#### [Try it]
For the listing that follows, give again exactly the lines from the one with "ring dip: (176, 319)" to the one with "index pip: (196, 220)", including both.

#### [The records]

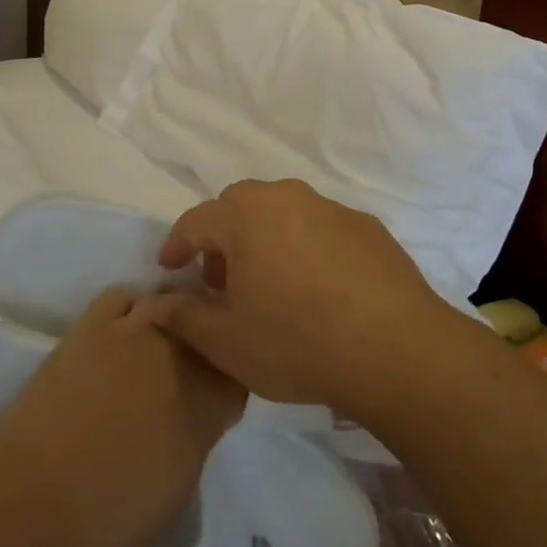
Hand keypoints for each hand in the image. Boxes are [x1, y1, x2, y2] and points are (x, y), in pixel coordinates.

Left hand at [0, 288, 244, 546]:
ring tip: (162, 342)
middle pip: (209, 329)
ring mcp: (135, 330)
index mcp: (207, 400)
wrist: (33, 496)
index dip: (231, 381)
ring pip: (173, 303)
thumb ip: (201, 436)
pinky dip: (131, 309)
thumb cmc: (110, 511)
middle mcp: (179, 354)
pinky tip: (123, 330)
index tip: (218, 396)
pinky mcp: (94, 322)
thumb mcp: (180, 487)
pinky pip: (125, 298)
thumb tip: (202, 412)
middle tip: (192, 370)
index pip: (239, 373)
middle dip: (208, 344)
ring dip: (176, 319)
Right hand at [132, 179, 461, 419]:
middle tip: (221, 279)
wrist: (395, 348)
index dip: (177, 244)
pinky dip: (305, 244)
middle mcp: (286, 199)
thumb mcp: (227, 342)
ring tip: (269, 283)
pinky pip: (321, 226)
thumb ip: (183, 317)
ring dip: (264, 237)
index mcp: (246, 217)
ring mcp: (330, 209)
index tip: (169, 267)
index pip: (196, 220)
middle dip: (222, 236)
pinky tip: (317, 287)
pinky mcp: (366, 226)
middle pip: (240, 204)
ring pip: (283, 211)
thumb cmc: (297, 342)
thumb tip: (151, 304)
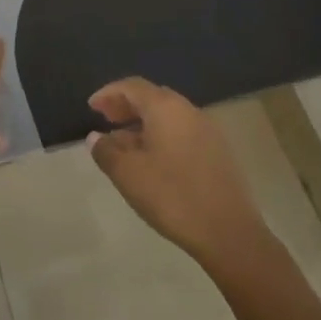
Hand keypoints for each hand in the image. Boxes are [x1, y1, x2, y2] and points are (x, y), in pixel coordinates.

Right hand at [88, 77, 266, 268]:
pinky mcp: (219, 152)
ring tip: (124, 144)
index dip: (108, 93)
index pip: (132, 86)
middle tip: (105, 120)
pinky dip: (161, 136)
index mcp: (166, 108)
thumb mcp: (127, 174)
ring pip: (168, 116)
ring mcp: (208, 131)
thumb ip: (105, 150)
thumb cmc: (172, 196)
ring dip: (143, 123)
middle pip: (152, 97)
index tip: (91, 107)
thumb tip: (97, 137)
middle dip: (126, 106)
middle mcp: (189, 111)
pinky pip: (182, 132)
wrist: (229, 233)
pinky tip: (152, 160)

==

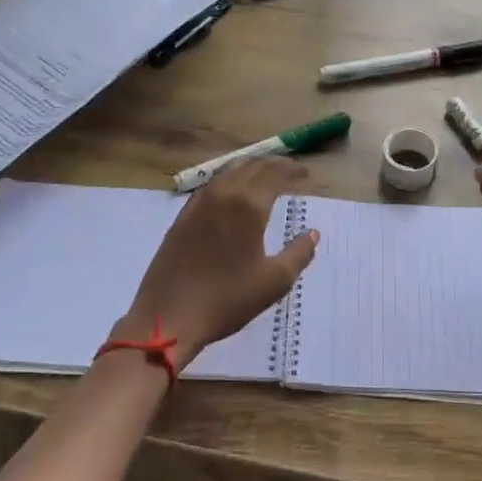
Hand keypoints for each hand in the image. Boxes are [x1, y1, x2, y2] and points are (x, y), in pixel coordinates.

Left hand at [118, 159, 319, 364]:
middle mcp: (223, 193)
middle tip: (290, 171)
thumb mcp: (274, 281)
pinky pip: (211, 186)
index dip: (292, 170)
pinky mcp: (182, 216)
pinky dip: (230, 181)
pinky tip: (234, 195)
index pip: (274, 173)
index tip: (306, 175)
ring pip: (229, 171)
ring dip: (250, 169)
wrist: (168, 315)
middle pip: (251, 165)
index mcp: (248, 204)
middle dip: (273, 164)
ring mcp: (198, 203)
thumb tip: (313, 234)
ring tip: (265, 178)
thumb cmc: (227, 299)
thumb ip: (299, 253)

==

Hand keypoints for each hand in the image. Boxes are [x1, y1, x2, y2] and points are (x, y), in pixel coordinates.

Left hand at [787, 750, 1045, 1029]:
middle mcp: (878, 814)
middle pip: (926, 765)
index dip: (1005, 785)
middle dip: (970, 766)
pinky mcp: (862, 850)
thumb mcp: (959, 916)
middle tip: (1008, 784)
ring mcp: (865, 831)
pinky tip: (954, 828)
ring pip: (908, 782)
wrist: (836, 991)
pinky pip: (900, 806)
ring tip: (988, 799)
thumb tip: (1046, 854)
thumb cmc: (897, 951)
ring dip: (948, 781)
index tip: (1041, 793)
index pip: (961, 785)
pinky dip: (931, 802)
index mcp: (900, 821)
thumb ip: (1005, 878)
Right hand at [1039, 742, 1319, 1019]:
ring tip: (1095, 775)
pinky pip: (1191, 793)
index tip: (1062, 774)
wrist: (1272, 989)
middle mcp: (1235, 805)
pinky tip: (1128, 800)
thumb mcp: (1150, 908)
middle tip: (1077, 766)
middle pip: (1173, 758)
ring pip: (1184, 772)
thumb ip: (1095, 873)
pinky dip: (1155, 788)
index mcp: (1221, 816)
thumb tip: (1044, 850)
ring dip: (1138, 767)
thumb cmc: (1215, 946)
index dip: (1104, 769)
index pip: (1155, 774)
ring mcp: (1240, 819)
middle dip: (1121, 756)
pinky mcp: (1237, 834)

#### [Completed task]
ring dip: (176, 319)
Right hand at [132, 179, 461, 419]:
middle tip: (221, 279)
wrist: (395, 348)
index dip: (177, 244)
pinky dip: (305, 244)
middle mcp: (286, 199)
thumb mcp: (227, 342)
ring tip: (269, 283)
pinky pip: (321, 226)
thumb ip: (183, 317)
ring dip: (264, 237)
index mcp: (246, 217)
ring mcp: (330, 209)
index tip: (169, 267)
index pip: (196, 220)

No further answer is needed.